Reprint each record exactly. Pictures are not reprinted.

*** Source data ***

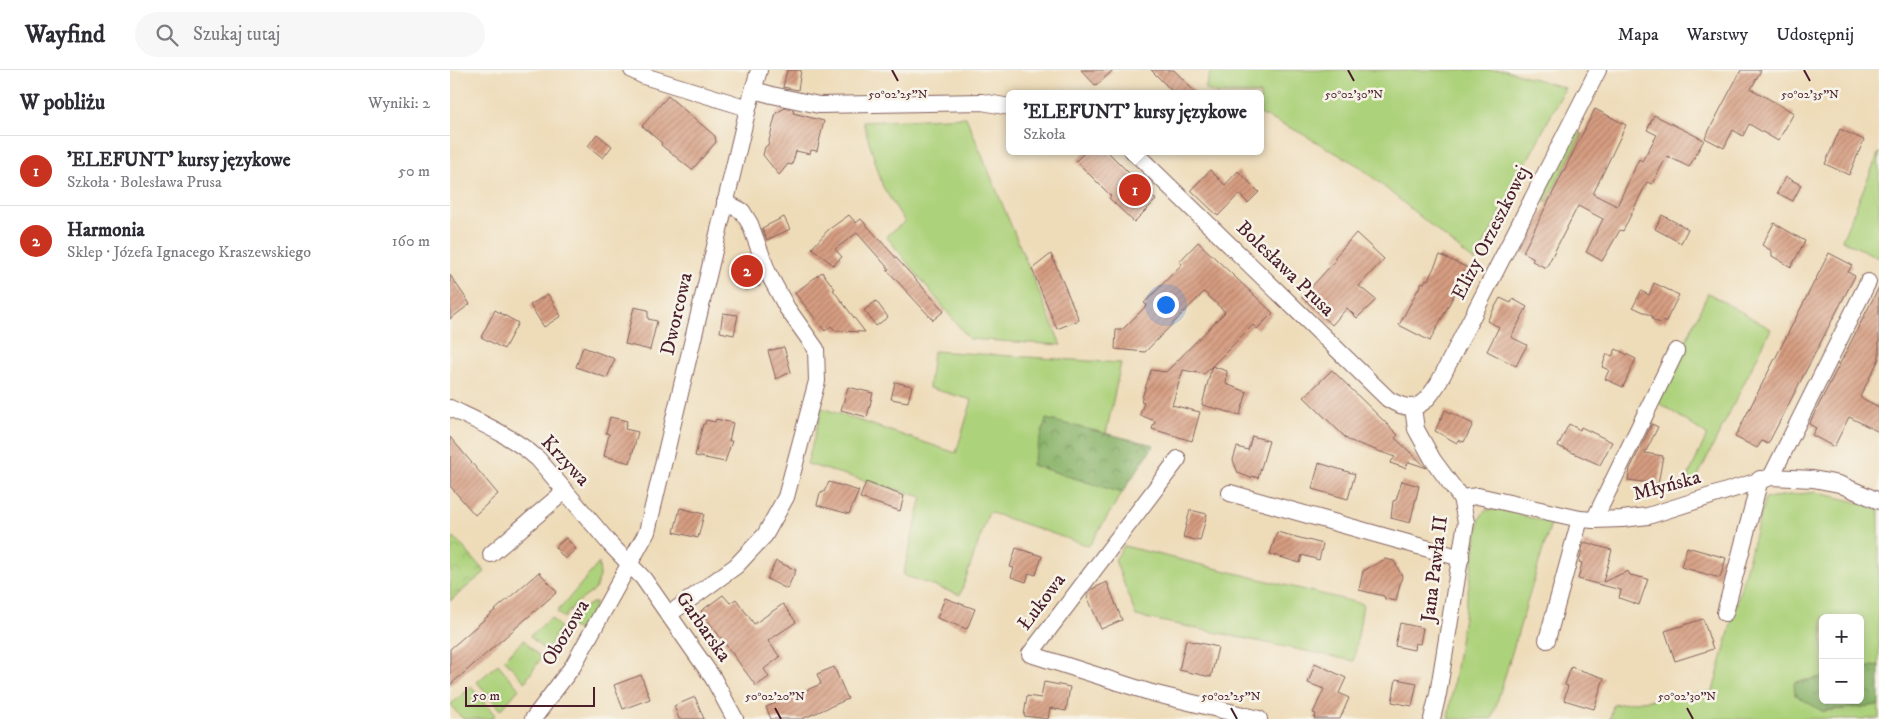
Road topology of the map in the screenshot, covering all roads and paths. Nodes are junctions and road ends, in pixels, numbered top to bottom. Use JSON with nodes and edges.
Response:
{"nodes":[{"id":1,"x":632,"y":70,"type":"edge"},
{"id":2,"x":759,"y":70,"type":"edge"},
{"id":3,"x":1598,"y":70,"type":"edge"},
{"id":4,"x":754,"y":90,"type":"junction"},
{"id":5,"x":1006,"y":106,"type":"edge"},
{"id":6,"x":748,"y":108,"type":"junction"},
{"id":7,"x":1137,"y":155,"type":"edge"},
{"id":8,"x":725,"y":202,"type":"junction"},
{"id":9,"x":1868,"y":282,"type":"dead end"},
{"id":10,"x":1676,"y":351,"type":"dead end"},
{"id":11,"x":450,"y":408,"type":"edge"},
{"id":12,"x":1413,"y":408,"type":"junction"},
{"id":13,"x":1178,"y":459,"type":"dead end"},
{"id":14,"x":1766,"y":478,"type":"junction"},
{"id":15,"x":565,"y":491,"type":"junction"},
{"id":16,"x":1230,"y":493,"type":"dead end"},
{"id":17,"x":1461,"y":498,"type":"junction"},
{"id":18,"x":1879,"y":501,"type":"edge"},
{"id":19,"x":1587,"y":520,"type":"junction"},
{"id":20,"x":491,"y":554,"type":"dead end"},
{"id":21,"x":1461,"y":558,"type":"junction"},
{"id":22,"x":630,"y":566,"type":"junction"},
{"id":23,"x":1725,"y":613,"type":"dead end"},
{"id":24,"x":668,"y":615,"type":"junction"},
{"id":25,"x":1547,"y":640,"type":"dead end"},
{"id":26,"x":533,"y":719,"type":"edge"},
{"id":27,"x":734,"y":719,"type":"edge"},
{"id":28,"x":1259,"y":719,"type":"edge"},
{"id":29,"x":1432,"y":719,"type":"edge"}],
"edges":[{"from":1,"to":6,"type":"street"},
{"from":2,"to":4,"type":"street","name":"Dworcowa"},
{"from":3,"to":12,"type":"street","name":"Elizy Orzeszkowej"},
{"from":4,"to":5,"type":"street"},
{"from":4,"to":6,"type":"street","name":"Dworcowa"},
{"from":6,"to":8,"type":"street","name":"Dworcowa"},
{"from":7,"to":12,"type":"street","name":"Bolesława Prusa"},
{"from":8,"to":22,"type":"street","name":"Dworcowa"},
{"from":8,"to":24,"type":"street"},
{"from":9,"to":14,"type":"street"},
{"from":10,"to":19,"type":"street"},
{"from":11,"to":15,"type":"street","name":"Krzywa"},
{"from":12,"to":17,"type":"street","name":"Jana Pawła II"},
{"from":13,"to":28,"type":"street","name":"Łukowa"},
{"from":14,"to":18,"type":"street","name":"Młyńska"},
{"from":14,"to":19,"type":"street","name":"Młyńska"},
{"from":14,"to":23,"type":"street"},
{"from":15,"to":20,"type":"street"},
{"from":15,"to":22,"type":"street","name":"Krzywa"},
{"from":16,"to":21,"type":"street"},
{"from":17,"to":19,"type":"street","name":"Młyńska"},
{"from":17,"to":21,"type":"street","name":"Jana Pawła II"},
{"from":19,"to":25,"type":"street"},
{"from":21,"to":29,"type":"street","name":"Jana Pawła II"},
{"from":22,"to":24,"type":"street","name":"Garbarska"},
{"from":22,"to":26,"type":"street","name":"Obozowa"},
{"from":24,"to":27,"type":"street","name":"Garbarska"}]}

***

The completed task
Road topology of the map in the screenshot, covering all roads and paths. Nodes are junctions and road ends, in pixels, numbered top to bottom. Use JSON with nodes and edges.
Response:
{"nodes":[{"id":1,"x":632,"y":70,"type":"edge"},
{"id":2,"x":759,"y":70,"type":"edge"},
{"id":3,"x":1598,"y":70,"type":"edge"},
{"id":4,"x":754,"y":90,"type":"junction"},
{"id":5,"x":1006,"y":106,"type":"edge"},
{"id":6,"x":748,"y":108,"type":"junction"},
{"id":7,"x":1137,"y":155,"type":"edge"},
{"id":8,"x":725,"y":202,"type":"junction"},
{"id":9,"x":1868,"y":282,"type":"dead end"},
{"id":10,"x":1676,"y":351,"type":"dead end"},
{"id":11,"x":450,"y":408,"type":"edge"},
{"id":12,"x":1413,"y":408,"type":"junction"},
{"id":13,"x":1178,"y":459,"type":"dead end"},
{"id":14,"x":1766,"y":478,"type":"junction"},
{"id":15,"x":565,"y":491,"type":"junction"},
{"id":16,"x":1230,"y":493,"type":"dead end"},
{"id":17,"x":1461,"y":498,"type":"junction"},
{"id":18,"x":1879,"y":501,"type":"edge"},
{"id":19,"x":1587,"y":520,"type":"junction"},
{"id":20,"x":491,"y":554,"type":"dead end"},
{"id":21,"x":1461,"y":558,"type":"junction"},
{"id":22,"x":630,"y":566,"type":"junction"},
{"id":23,"x":1725,"y":613,"type":"dead end"},
{"id":24,"x":668,"y":615,"type":"junction"},
{"id":25,"x":1547,"y":640,"type":"dead end"},
{"id":26,"x":533,"y":719,"type":"edge"},
{"id":27,"x":734,"y":719,"type":"edge"},
{"id":28,"x":1259,"y":719,"type":"edge"},
{"id":29,"x":1432,"y":719,"type":"edge"}],
"edges":[{"from":1,"to":6,"type":"street"},
{"from":2,"to":4,"type":"street","name":"Dworcowa"},
{"from":3,"to":12,"type":"street","name":"Elizy Orzeszkowej"},
{"from":4,"to":5,"type":"street"},
{"from":4,"to":6,"type":"street","name":"Dworcowa"},
{"from":6,"to":8,"type":"street","name":"Dworcowa"},
{"from":7,"to":12,"type":"street","name":"Bolesława Prusa"},
{"from":8,"to":22,"type":"street","name":"Dworcowa"},
{"from":8,"to":24,"type":"street"},
{"from":9,"to":14,"type":"street"},
{"from":10,"to":19,"type":"street"},
{"from":11,"to":15,"type":"street","name":"Krzywa"},
{"from":12,"to":17,"type":"street","name":"Jana Pawła II"},
{"from":13,"to":28,"type":"street","name":"Łukowa"},
{"from":14,"to":18,"type":"street","name":"Młyńska"},
{"from":14,"to":19,"type":"street","name":"Młyńska"},
{"from":14,"to":23,"type":"street"},
{"from":15,"to":20,"type":"street"},
{"from":15,"to":22,"type":"street","name":"Krzywa"},
{"from":16,"to":21,"type":"street"},
{"from":17,"to":19,"type":"street","name":"Młyńska"},
{"from":17,"to":21,"type":"street","name":"Jana Pawła II"},
{"from":19,"to":25,"type":"street"},
{"from":21,"to":29,"type":"street","name":"Jana Pawła II"},
{"from":22,"to":24,"type":"street","name":"Garbarska"},
{"from":22,"to":26,"type":"street","name":"Obozowa"},
{"from":24,"to":27,"type":"street","name":"Garbarska"}]}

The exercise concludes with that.